I'm working on an encryption library, and one of the steps is to encrypt a bunch of blocks in parallel. I'm using a very simple rayon
implementation for that, and overall it works pretty well -- up to a point, more threads equals more performance. However, what I see is that even on a machine with plenty of headroom, 32 threads is beating 64, which makes me suspect that we can do better. Here's the naive implementation:
fn encrypt(
block_pairs: Vec<(&[u8], &mut [u8])>,
key: &Key,
) -> Result<()> {
block_pairs
.into_par_iter()
.enumerate()
.try_for_each(|(block_num, (plaintext, ciphertext))| {
encrypt_block(block_num, plaintext, ciphertext, key)
})
}
Based on some perf
dumps though, there's a decent amount of overhead from rayon
at some point, and intuitively I'd imagine that we could improve the performance here if each thread did a better job with data locality, so that it isn't hopping all over the buffers and is instead staying in a more bounded memory region.
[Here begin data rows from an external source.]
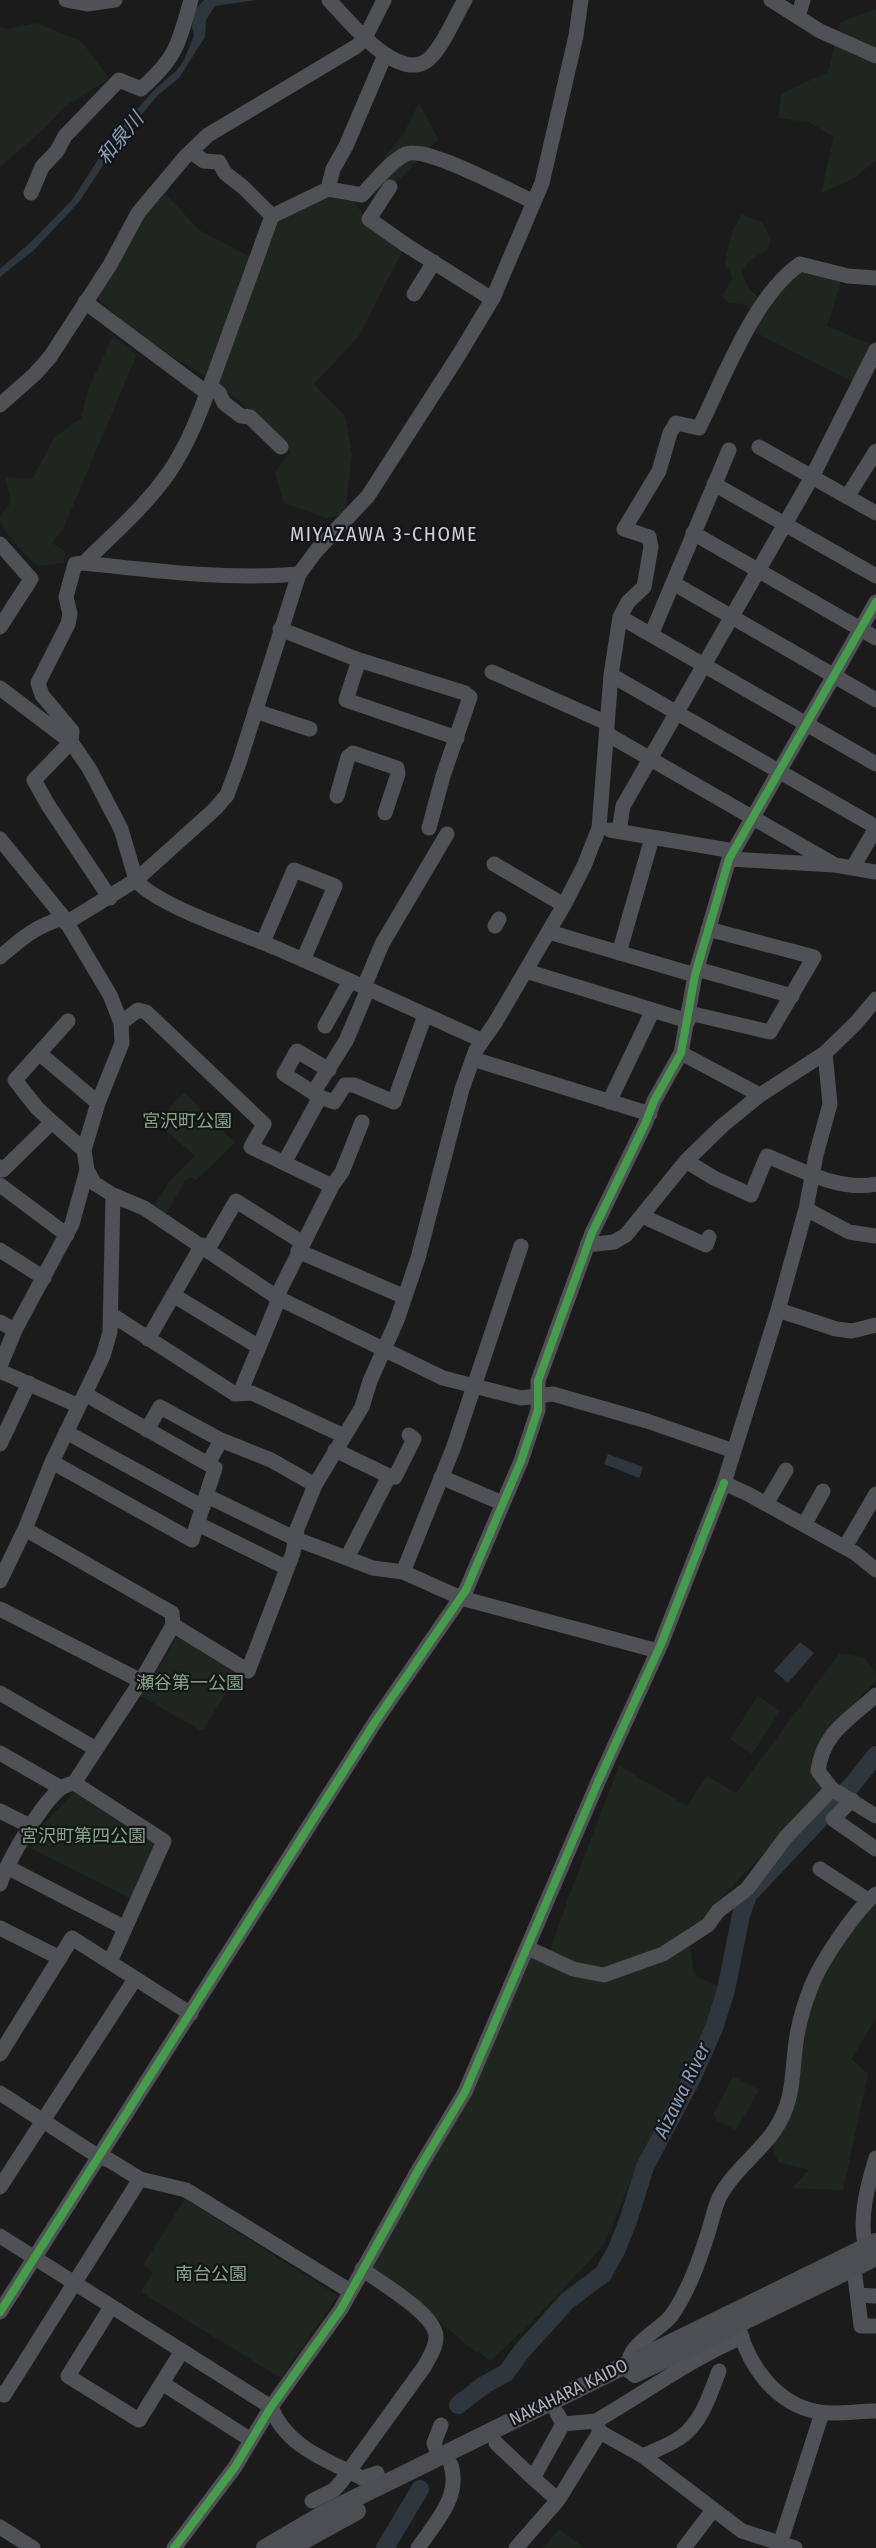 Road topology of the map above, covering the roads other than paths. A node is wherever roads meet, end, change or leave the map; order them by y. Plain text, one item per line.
1 (66, 0) edge
2 (115, 0) edge
3 (191, 0) edge
4 (329, 0) edge
5 (384, 0) edge
6 (465, 0) edge
7 (581, 0) edge
8 (771, 0) edge
9 (803, 0) edge
10 (798, 16) junction
11 (365, 38) junction
12 (385, 55) junction
13 (876, 56) edge
14 (191, 152) junction
15 (390, 187) dead end
16 (328, 189) junction
17 (31, 193) dead end
18 (534, 202) junction
19 (272, 216) junction
20 (434, 262) junction
21 (876, 278) edge
22 (414, 294) dead end
23 (492, 300) junction
24 (85, 302) junction
25 (874, 357) edge
26 (209, 390) junction
27 (0, 405) edge
28 (281, 447) dead end
29 (759, 447) dead end
30 (729, 450) dead end
31 (876, 451) edge
32 (812, 477) junction
33 (714, 483) junction
34 (847, 497) junction
35 (876, 513) edge
36 (784, 524) junction
37 (693, 533) junction
38 (0, 544) edge
39 (84, 563) junction
40 (758, 571) junction
41 (299, 574) junction
42 (876, 576) edge
43 (673, 583) junction
44 (876, 602) edge
45 (620, 617) junction
46 (731, 617) junction
47 (0, 627) edge
48 (280, 629) junction
49 (860, 629) junction
50 (651, 635) junction
51 (876, 638) edge
52 (359, 660) junction
53 (703, 665) junction
54 (492, 672) dead end
55 (610, 675) junction
56 (834, 676) junction
57 (0, 688) edge
58 (876, 700) edge
59 (255, 711) junction
60 (676, 712) junction
61 (806, 724) junction
62 (310, 729) dead end
63 (607, 729) junction
64 (457, 738) junction
65 (71, 742) junction
66 (650, 759) junction
67 (876, 764) edge
68 (779, 771) junction
69 (337, 796) dead end
70 (385, 813) dead end
71 (753, 818) junction
72 (429, 828) dead end
73 (599, 828) junction
74 (876, 828) edge
75 (619, 831) junction
76 (447, 834) dead end
77 (0, 838) edge
78 (652, 838) junction
79 (732, 855) junction
80 (494, 864) dead end
81 (835, 865) junction
82 (853, 867) junction
83 (876, 872) edge
84 (136, 880) junction
85 (110, 898) junction
86 (564, 906) junction
87 (65, 921) junction
88 (708, 929) junction
89 (549, 932) junction
90 (263, 942) junction
91 (619, 953) junction
92 (0, 957) edge
93 (303, 960) junction
94 (526, 971) junction
95 (696, 972) junction
96 (361, 985) junction
97 (792, 996) junction
98 (876, 999) edge
99 (653, 1010) junction
100 (425, 1015) junction
101 (688, 1017) junction
102 (68, 1021) dead end
103 (121, 1023) junction
104 (325, 1026) dead end
105 (481, 1040) junction
106 (39, 1053) junction
107 (681, 1053) junction
108 (825, 1053) junction
109 (473, 1059) junction
110 (329, 1070) junction
111 (317, 1095) junction
112 (760, 1095) junction
113 (609, 1102) junction
114 (98, 1103) junction
115 (650, 1114) junction
116 (52, 1122) junction
117 (362, 1122) dead end
118 (84, 1150) junction
119 (686, 1161) junction
120 (284, 1162) junction
121 (1, 1170) edge
122 (87, 1170) junction
123 (813, 1174) junction
124 (876, 1184) edge
125 (0, 1185) edge
126 (332, 1186) junction
127 (113, 1195) junction
128 (806, 1209) junction
129 (642, 1216) junction
130 (67, 1235) junction
131 (876, 1236) edge
132 (709, 1237) dead end
133 (587, 1245) junction
134 (521, 1246) dead end
135 (205, 1247) junction
136 (300, 1247) junction
137 (0, 1250) edge
138 (44, 1278) junction
139 (173, 1295) junction
140 (405, 1297) junction
141 (278, 1298) junction
142 (778, 1310) junction
143 (112, 1315) junction
144 (0, 1322) edge
145 (876, 1325) edge
146 (15, 1330) junction
147 (148, 1339) junction
148 (259, 1347) junction
149 (385, 1350) junction
150 (0, 1369) edge
151 (29, 1383) junction
152 (474, 1385) junction
153 (240, 1393) junction
154 (538, 1397) junction
155 (82, 1400) junction
156 (147, 1430) junction
157 (66, 1432) junction
158 (409, 1435) dead end
159 (344, 1436) junction
160 (221, 1440) junction
161 (0, 1444) edge
162 (335, 1450) junction
163 (734, 1451) junction
164 (51, 1462) junction
165 (208, 1464) junction
166 (786, 1470) dead end
167 (389, 1476) junction
168 (441, 1477) junction
169 (724, 1483) junction
170 (315, 1485) junction
171 (823, 1491) dead end
172 (876, 1494) edge
173 (205, 1502) junction
174 (502, 1503) junction
175 (766, 1504) junction
176 (198, 1524) junction
177 (804, 1525) junction
178 (25, 1529) junction
179 (296, 1539) junction
180 (845, 1547) junction
181 (346, 1558) junction
182 (287, 1568) junction
183 (876, 1570) edge
184 (403, 1572) junction
185 (0, 1581) edge
186 (461, 1598) junction
187 (0, 1610) edge
188 (173, 1625) junction
189 (658, 1651) junction
190 (141, 1681) junction
191 (0, 1693) edge
192 (876, 1695) edge
193 (96, 1749) junction
194 (0, 1753) edge
195 (68, 1785) junction
196 (842, 1795) junction
197 (0, 1811) edge
198 (876, 1816) edge
199 (30, 1826) junction
200 (876, 1849) edge
201 (820, 1869) dead end
202 (3, 1874) edge
203 (872, 1897) edge
204 (0, 1928) edge
205 (125, 1928) junction
206 (528, 1948) junction
207 (60, 1958) junction
208 (110, 1962) junction
209 (135, 1979) junction
210 (191, 2014) junction
211 (0, 2054) edge
212 (0, 2094) edge
213 (43, 2121) junction
214 (99, 2157) junction
215 (876, 2158) edge
216 (140, 2179) junction
217 (0, 2187) edge
218 (0, 2236) edge
219 (873, 2248) edge
220 (34, 2259) junction
221 (854, 2268) junction
222 (362, 2269) junction
223 (75, 2284) junction
224 (350, 2291) junction
225 (858, 2295) junction
226 (876, 2296) edge
227 (111, 2307) junction
228 (0, 2312) edge
229 (876, 2326) edge
230 (740, 2331) junction
231 (182, 2351) junction
232 (629, 2370) junction
233 (719, 2371) dead end
234 (162, 2383) junction
235 (0, 2393) edge
236 (271, 2407) junction
237 (876, 2411) edge
238 (822, 2413) junction
239 (560, 2418) junction
240 (441, 2425) dead end
241 (598, 2426) junction
242 (251, 2440) junction
243 (496, 2443) junction
244 (643, 2456) junction
245 (445, 2461) junction
246 (350, 2471) junction
247 (377, 2473) dead end
248 (533, 2478) junction
249 (558, 2500) junction
250 (312, 2501) dead end
251 (713, 2510) junction
252 (0, 2527) edge
253 (780, 2544) junction
254 (33, 2548) edge
255 (174, 2548) edge
256 (265, 2548) edge
257 (290, 2548) edge
258 (418, 2548) edge
259 (516, 2548) edge
260 (684, 2548) edge
261 (795, 2548) edge

1 - 2 street
3 - 17 street
4 - 11 street
5 - 11 street
6 - 12 street
7 - 18 street
8 - 10 street
9 - 10 street
10 - 13 street
11 - 12 street
11 - 14 street
12 - 16 street
14 - 19 street
14 - 24 street
15 - 20 street
16 - 18 street
16 - 19 street
18 - 23 street
19 - 26 street
20 - 22 street
20 - 23 street
21 - 45 street
23 - 41 street
24 - 26 street
24 - 27 street
25 - 32 street
26 - 28 street
26 - 39 street
29 - 32 street
30 - 33 street
31 - 34 street
32 - 34 street
32 - 36 street
33 - 36 street
33 - 37 street
34 - 35 street
36 - 40 street
36 - 42 street
37 - 40 street
37 - 43 street
38 - 47 street
39 - 41 street
39 - 65 street
40 - 46 street
40 - 49 street
41 - 48 street
43 - 46 street
43 - 50 street
44 - 49 street
45 - 50 street
45 - 55 street
46 - 53 street
46 - 56 street
48 - 52 street
48 - 59 street
49 - 51 street
49 - 56 street
50 - 53 street
52 - 64 street
52 - 64 street
53 - 60 street
53 - 61 street
54 - 63 street
55 - 60 street
55 - 63 street
56 - 58 street
56 - 61 street
57 - 65 street
59 - 62 street
59 - 84 street
60 - 66 street
60 - 68 street
61 - 67 street
61 - 68 street
63 - 66 street
63 - 73 street
64 - 72 street
65 - 84 street
65 - 85 street
66 - 71 street
66 - 75 street
68 - 71 street
68 - 74 street
69 - 70 street
71 - 79 street
71 - 81 street
73 - 75 street
73 - 86 street
74 - 82 street
75 - 78 street
76 - 96 street
77 - 87 street
78 - 79 street
78 - 91 street
79 - 81 street
79 - 88 street
80 - 86 street
81 - 82 street
82 - 83 street
84 - 85 street
84 - 90 street
85 - 87 street
86 - 89 street
87 - 92 street
87 - 103 street
88 - 95 street
88 - 97 street
89 - 91 street
89 - 94 street
90 - 93 street
90 - 93 street
91 - 95 street
93 - 96 street
94 - 99 street
94 - 105 street
95 - 97 street
95 - 101 street
96 - 100 street
96 - 104 street
96 - 110 street
97 - 101 street
98 - 108 street
99 - 101 street
99 - 113 street
100 - 105 street
100 - 111 street
101 - 107 street
102 - 106 street
103 - 114 street
103 - 120 street
105 - 109 street
106 - 114 street
106 - 116 street
107 - 112 street
107 - 115 street
108 - 112 street
108 - 123 street
109 - 113 street
109 - 140 street
110 - 111 street
110 - 111 street
111 - 120 street
112 - 119 street
113 - 115 street
114 - 118 street
115 - 133 street
116 - 118 street
116 - 121 street
117 - 126 street
118 - 122 street
119 - 123 street
119 - 129 street
120 - 126 street
122 - 127 street
122 - 130 street
123 - 124 street
123 - 128 street
125 - 130 street
126 - 136 street
127 - 135 street
127 - 143 street
128 - 131 street
128 - 142 street
129 - 132 street
129 - 133 street
130 - 138 street
133 - 154 street
134 - 152 street
135 - 136 street
135 - 139 street
135 - 141 street
136 - 140 street
136 - 141 street
137 - 138 street
138 - 146 street
139 - 147 street
139 - 148 street
140 - 149 street
141 - 148 street
141 - 149 street
142 - 145 street
142 - 163 street
143 - 147 street
143 - 155 street
144 - 146 street
146 - 150 street
147 - 153 street
148 - 153 street
149 - 152 street
149 - 159 street
150 - 151 street
151 - 155 street
151 - 161 street
152 - 154 street
152 - 168 street
153 - 159 street
154 - 163 street
154 - 174 street
155 - 156 street
155 - 157 street
156 - 160 street
156 - 165 street
157 - 164 street
157 - 173 street
158 - 167 street
159 - 162 street
160 - 165 street
160 - 170 street
162 - 167 street
162 - 170 street
163 - 169 street
164 - 176 street
164 - 178 street
165 - 173 street
166 - 175 street
167 - 181 street
168 - 174 street
168 - 184 street
169 - 175 street
169 - 189 street
170 - 179 street
171 - 177 street
172 - 180 street
173 - 176 street
173 - 179 street
174 - 186 street
175 - 177 street
176 - 182 street
177 - 180 street
178 - 185 street
178 - 188 street
179 - 181 street
179 - 182 street
180 - 183 street
181 - 184 street
182 - 188 street
184 - 186 street
186 - 189 street
186 - 210 street
187 - 190 street
188 - 190 street
189 - 206 street
190 - 193 street
191 - 193 street
192 - 196 street
193 - 195 street
194 - 195 street
195 - 199 street
195 - 205 street
196 - 198 street
196 - 200 street
196 - 206 street
197 - 199 street
199 - 202 street
201 - 203 street
202 - 205 street
203 - 232 street
204 - 207 street
205 - 208 street
206 - 222 street
207 - 208 street
207 - 211 street
208 - 209 street
209 - 210 street
209 - 213 street
210 - 214 street
212 - 213 street
213 - 214 street
213 - 217 street
214 - 216 street
214 - 220 street
215 - 219 street
216 - 223 street
216 - 224 street
218 - 220 street
219 - 221 main road, NAKAHARA KAIDO
219 - 232 main road, NAKAHARA KAIDO
220 - 223 street
220 - 228 street
221 - 225 street
221 - 230 main road, NAKAHARA KAIDO
222 - 224 street
222 - 246 street
223 - 227 street
223 - 235 street
224 - 236 street
225 - 226 street
225 - 229 street
227 - 231 street
227 - 234 street
230 - 232 main road, NAKAHARA KAIDO
230 - 238 street
230 - 241 street
231 - 234 street
231 - 236 street
232 - 239 main road, NAKAHARA KAIDO
232 - 245 main road, NAKAHARA KAIDO
233 - 244 street
234 - 242 street
236 - 242 street
236 - 246 street
237 - 238 street
238 - 253 street
239 - 241 street
239 - 243 main road, NAKAHARA KAIDO
239 - 248 street
240 - 245 street
241 - 244 street
241 - 249 street
242 - 255 street
243 - 245 main road, NAKAHARA KAIDO
243 - 248 street
244 - 251 street
245 - 256 main road, NAKAHARA KAIDO
245 - 257 main road, NAKAHARA KAIDO
245 - 258 street
246 - 247 street
246 - 250 street
248 - 249 street
249 - 259 street
251 - 253 street
251 - 260 street
252 - 254 street
253 - 261 street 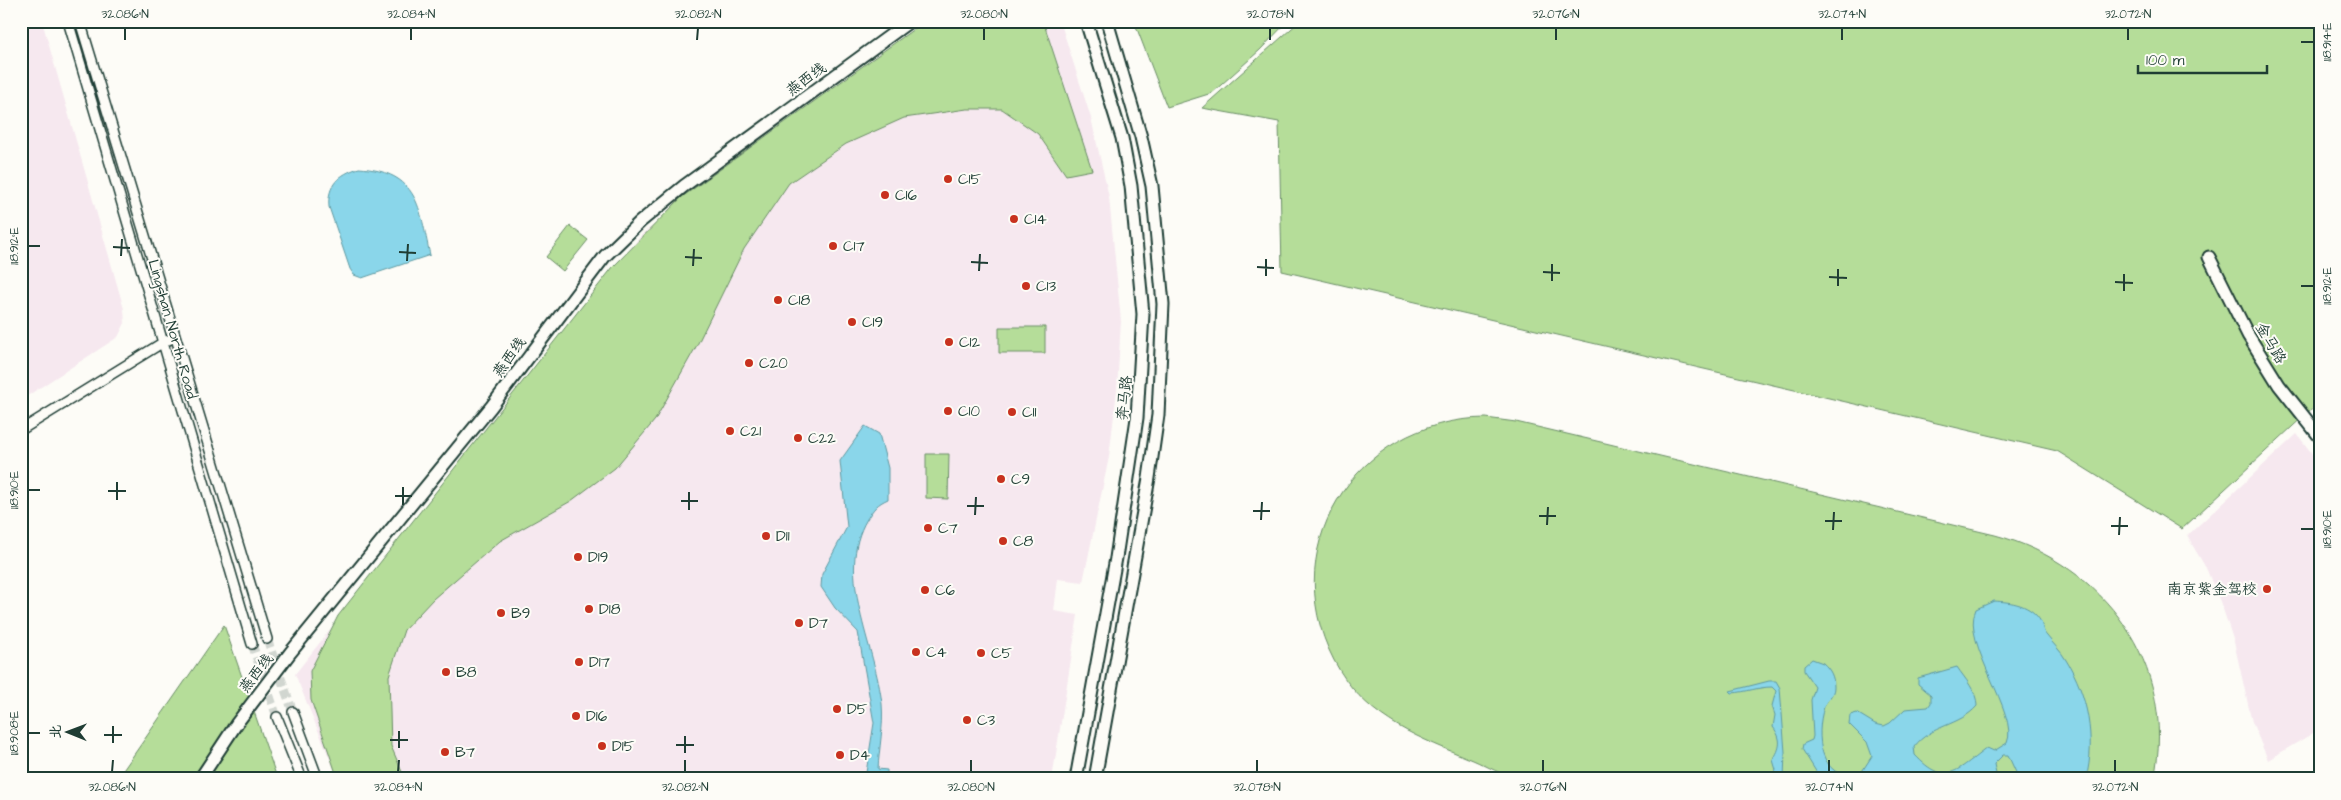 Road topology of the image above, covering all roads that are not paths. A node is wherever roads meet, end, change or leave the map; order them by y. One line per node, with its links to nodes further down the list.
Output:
1 (68, 21): 8 (street, Lingshan North Road)
2 (80, 21): 7 (street, Lingshan North Road)
3 (910, 21): 15 (main road, 燕西线)
4 (1086, 21): 18 (main road, 奔马路)
5 (1107, 21): 19 (main road)
6 (2208, 257): 10 (main road, 金马路)
7 (175, 337): 8 (street); 11 (street, Lingshan North Road)
8 (162, 343): 9 (street); 12 (street, Lingshan North Road)
9 (21, 430)
10 (2320, 437)
11 (267, 639)
12 (252, 644)
13 (293, 712): 17 (street)
14 (276, 717): 16 (street)
15 (200, 779)
16 (302, 779)
17 (318, 779)
18 (1076, 779)
19 (1095, 779)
So okay, let's try something like this:
let pool = ThreadPoolBuilder::new()
.num_threads(num_threads)
.build()?;
let chunk_size = (block_pairs.len() + num_threads - 1) / num_threads;
pool.install(|| {
let chunks: Vec<_> = block_pairs.chunks_mut(chunk_size).enumerate().collect();
pool.scope(|s| {
for (chunk_index, chunk) in chunks {
s.spawn(move |_| {
chunk
.iter_mut()
.enumerate()
.try_for_each(|(i, (plaintext, ciphertext))| {
let block_num = chunk_index * chunk_size + i + block_offset;
encrypt_block(block_num, plaintext, ciphertext, key)
})
.unwrap();
});
}
});
});
Now we process contiguous chunks linearly, but we spawn a bit of work for rayon
across each chunk. Now, this actually does improve performance across many many threads, but not enough that the 64 thread case beats the 32 thread case. I tried something similar with with_min_len
, and that's similarly not very impactful.
My other note from profiling is that on a machine with a lot of cores, rayon
is happy to bounce around between all of them, and my suspicion is that isn't helping either, but I could certainly be wrong there. I'm half tempted to use actual std::thread
, but that's quite a bit messier and I'd love this to be relatively simple.
Are there any other parallelism strategies I should be considering, or simple rayon
tweaks that might improve performance across many many threads? I did a quick test of splitting up the buffers into regions first, and that actually made it quite a bit worse, but I certainly might have messed that up.
I'm gonna test out a crossbeam
thread version as well, but I'd appreciate any thoughts!